Nicolas Bargelès — Après la maintenance, le matériel roulant. La logique est implacable. Et on commence par les voitures. Pourquoi elles plutôt que les locomotives ? Pour une raison très simple : il n’y a rien à dire sur le sujet. Circulez, y’a rien à voir. Eh bien oui, vous le savez, nous en avons déjà parlé par le passé, nous avons un constructeur en Europe de l’Est qui n’attend que notre signal pour lancer la production de nos voitures de train de nuit réinventées. Elles sont bien conçues, adaptées à nos besoins et dans nos prix. C’est pour ça que nous-mêmes n’attendons qu’une chose : réussir notre levée de fonds. Mais c’est une autre histoire que nous vous raconterons durant la prochaine saison de Confidences.
Sur les locomotives en revanche, il y a des nouvelles, de très bonnes nouvelles.
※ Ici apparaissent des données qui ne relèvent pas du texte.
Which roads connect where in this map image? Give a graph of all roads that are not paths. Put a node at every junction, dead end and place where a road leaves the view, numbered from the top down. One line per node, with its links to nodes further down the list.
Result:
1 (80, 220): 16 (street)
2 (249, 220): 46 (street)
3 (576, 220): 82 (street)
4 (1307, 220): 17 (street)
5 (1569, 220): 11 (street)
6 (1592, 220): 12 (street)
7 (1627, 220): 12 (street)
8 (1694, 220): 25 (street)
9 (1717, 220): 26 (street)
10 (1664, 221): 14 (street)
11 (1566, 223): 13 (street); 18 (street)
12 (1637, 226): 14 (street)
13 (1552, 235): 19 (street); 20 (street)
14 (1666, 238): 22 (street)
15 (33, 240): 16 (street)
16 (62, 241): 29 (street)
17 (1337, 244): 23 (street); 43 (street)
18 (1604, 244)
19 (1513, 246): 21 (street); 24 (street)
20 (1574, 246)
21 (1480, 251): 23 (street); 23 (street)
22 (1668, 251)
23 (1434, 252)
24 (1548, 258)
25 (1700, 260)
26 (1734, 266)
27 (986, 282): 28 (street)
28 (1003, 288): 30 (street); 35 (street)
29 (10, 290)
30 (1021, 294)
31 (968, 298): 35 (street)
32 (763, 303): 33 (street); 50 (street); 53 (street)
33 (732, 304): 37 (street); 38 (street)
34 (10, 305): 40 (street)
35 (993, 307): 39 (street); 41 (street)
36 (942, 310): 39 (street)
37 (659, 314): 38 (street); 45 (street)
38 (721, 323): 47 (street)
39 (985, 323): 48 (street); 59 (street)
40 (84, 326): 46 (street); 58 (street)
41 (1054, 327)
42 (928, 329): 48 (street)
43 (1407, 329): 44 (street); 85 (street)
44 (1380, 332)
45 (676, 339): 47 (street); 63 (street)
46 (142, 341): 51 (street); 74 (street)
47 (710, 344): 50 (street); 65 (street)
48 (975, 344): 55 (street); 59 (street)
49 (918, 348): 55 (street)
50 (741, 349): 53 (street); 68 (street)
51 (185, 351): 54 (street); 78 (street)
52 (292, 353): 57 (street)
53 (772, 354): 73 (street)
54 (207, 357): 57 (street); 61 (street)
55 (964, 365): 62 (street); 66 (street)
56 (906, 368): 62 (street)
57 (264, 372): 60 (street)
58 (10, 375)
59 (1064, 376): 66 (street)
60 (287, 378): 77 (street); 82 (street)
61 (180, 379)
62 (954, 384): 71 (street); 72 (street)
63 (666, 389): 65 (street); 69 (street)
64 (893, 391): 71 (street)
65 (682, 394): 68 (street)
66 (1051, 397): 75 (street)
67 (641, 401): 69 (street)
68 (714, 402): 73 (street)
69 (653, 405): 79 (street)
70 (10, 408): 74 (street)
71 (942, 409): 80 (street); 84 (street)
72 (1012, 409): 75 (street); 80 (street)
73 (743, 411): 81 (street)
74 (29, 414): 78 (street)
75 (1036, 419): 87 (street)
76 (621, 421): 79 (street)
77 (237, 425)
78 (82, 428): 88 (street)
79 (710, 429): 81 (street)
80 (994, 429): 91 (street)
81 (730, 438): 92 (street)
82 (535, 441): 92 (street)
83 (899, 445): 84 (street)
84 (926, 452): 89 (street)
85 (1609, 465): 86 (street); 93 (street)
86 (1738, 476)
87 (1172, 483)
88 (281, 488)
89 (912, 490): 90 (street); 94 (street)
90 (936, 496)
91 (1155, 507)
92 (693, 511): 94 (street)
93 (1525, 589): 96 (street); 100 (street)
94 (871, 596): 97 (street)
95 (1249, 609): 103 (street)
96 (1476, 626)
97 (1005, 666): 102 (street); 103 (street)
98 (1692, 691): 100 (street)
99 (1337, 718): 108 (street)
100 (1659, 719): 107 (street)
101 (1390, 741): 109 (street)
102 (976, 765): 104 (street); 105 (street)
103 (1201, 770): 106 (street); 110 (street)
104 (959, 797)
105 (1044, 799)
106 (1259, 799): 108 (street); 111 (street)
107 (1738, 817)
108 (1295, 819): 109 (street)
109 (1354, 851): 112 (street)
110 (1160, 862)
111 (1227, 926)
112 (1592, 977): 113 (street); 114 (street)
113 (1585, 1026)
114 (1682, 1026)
Comme nous l’avons longuement expliqué dans ces colonnes, les machines interopérables fonctionnant sur une route France-Suisse-Italie et Italie-Suisse-France n’existent pas vraiment sur le marché à l’heure actuelle. Cependant, cela devrait très vite changer. Les deux principaux acteurs du marché, Siemens et Alstom (qui a récemment racheté Bombardier) se sont tous les deux tournés vers le marché français avec des modalités différentes. Maintenant que leurs machines interopérables se sont pas mal répandues à travers les zones traversées par des corridors européens de fret, l’hexagone — qui voici quelques années se distinguait par un processus d’homologation plus compliqué que dans d’autres pays — leur apparaît comme un possible relais de croissance. Ainsi, Alstom fait évoluer sa plateforme Traxx héritée de Bombardier pour couvrir les besoins du trafic voyageurs. Du côté de Siemens, il existe une locomotive plus universelle, un peu plus élaborée, qui pourra d’emblée faire les deux.
L’arrivée annoncée de ces solutions a un autre effet positif. Elle nourrit l’appétit des ROSCO (rolling stock companies), les loueurs de locomotives, pour le marché français et le marché international passant par le territoire français. Ces dernières ont donc déjà presque toutes signé des accords-cadres avec l’un ou l’autre de ces constructeurs. Or, des locomotives qui n’ont plus besoin d’être changées à la frontière éliminent des coûts, ce qui est bon pour notre business plan.
Enfin, et ce n’est pas anodin, l’ETCS — le système unifié de contrôle des trains européens — commence à porter ses fruits. Son installation progressive dans tout le Vieux Continent rend la circulation des trains internationaux de plus en plus simple. Les premiers équipements coûtaient chers mais ils sont désormais industrialisés à large échelle et les points de passages transfrontaliers se traversent un peu plus facilement. Même si quelques nouveaux défis, tels que les différentes versions d’équipements, se font jour. Mais quand on ambitionne d’établir un réseau européen de trains de nuit, ces évolutions ne sont pas anodines. Loin, très loin de là.
Adrien Aumont — Le sujet des locomotives a quelque chose d’unique et de révélateur à nos yeux. Contrairement à tous les autres sujets, l’arrivée à maturité du marché français et européen joue enfin en notre faveur. Contrairement à toutes les autres problématiques auxquelles nous avons fait face, nous n’aurons peut-être pas besoin d’emprunter des chemins de traverse. Nous ne devrons pas nous plier, nous insérer dans les interstices pour parvenir à nos objectifs. La solution vient à nous, d’elle-même, sans que nous ayons besoin de faire des pieds et des mains. Le mouvement du marché nous est favorable alors que nous n’en sommes pas les principaux instigateurs. Nous sommes au bon endroit et au bon moment. Enfin presque puisque, comme vous l’aurez compris, il y aura vraisemblablement une période de quelques années durant lesquelles nous devrons malgré tout changer de locomotives à certains franchissements de frontières. Mais cela ne durera pas et, au bout du tunnel (ferroviaire, évidemment), il y a le Graal de toute entreprise comme la nôtre : une locomotive parfaitement interopérable entre les pays traversés. Reste seulement à choisir laquelle. Car, pour d’évidentes raisons de maintenance, nous ne papillonnerons pas entre Alstom-Bombardier et Siemens. Notre choix sera presque certainement définitif. Heureusement, nous avons encore un peu de temps devant nous pour cela.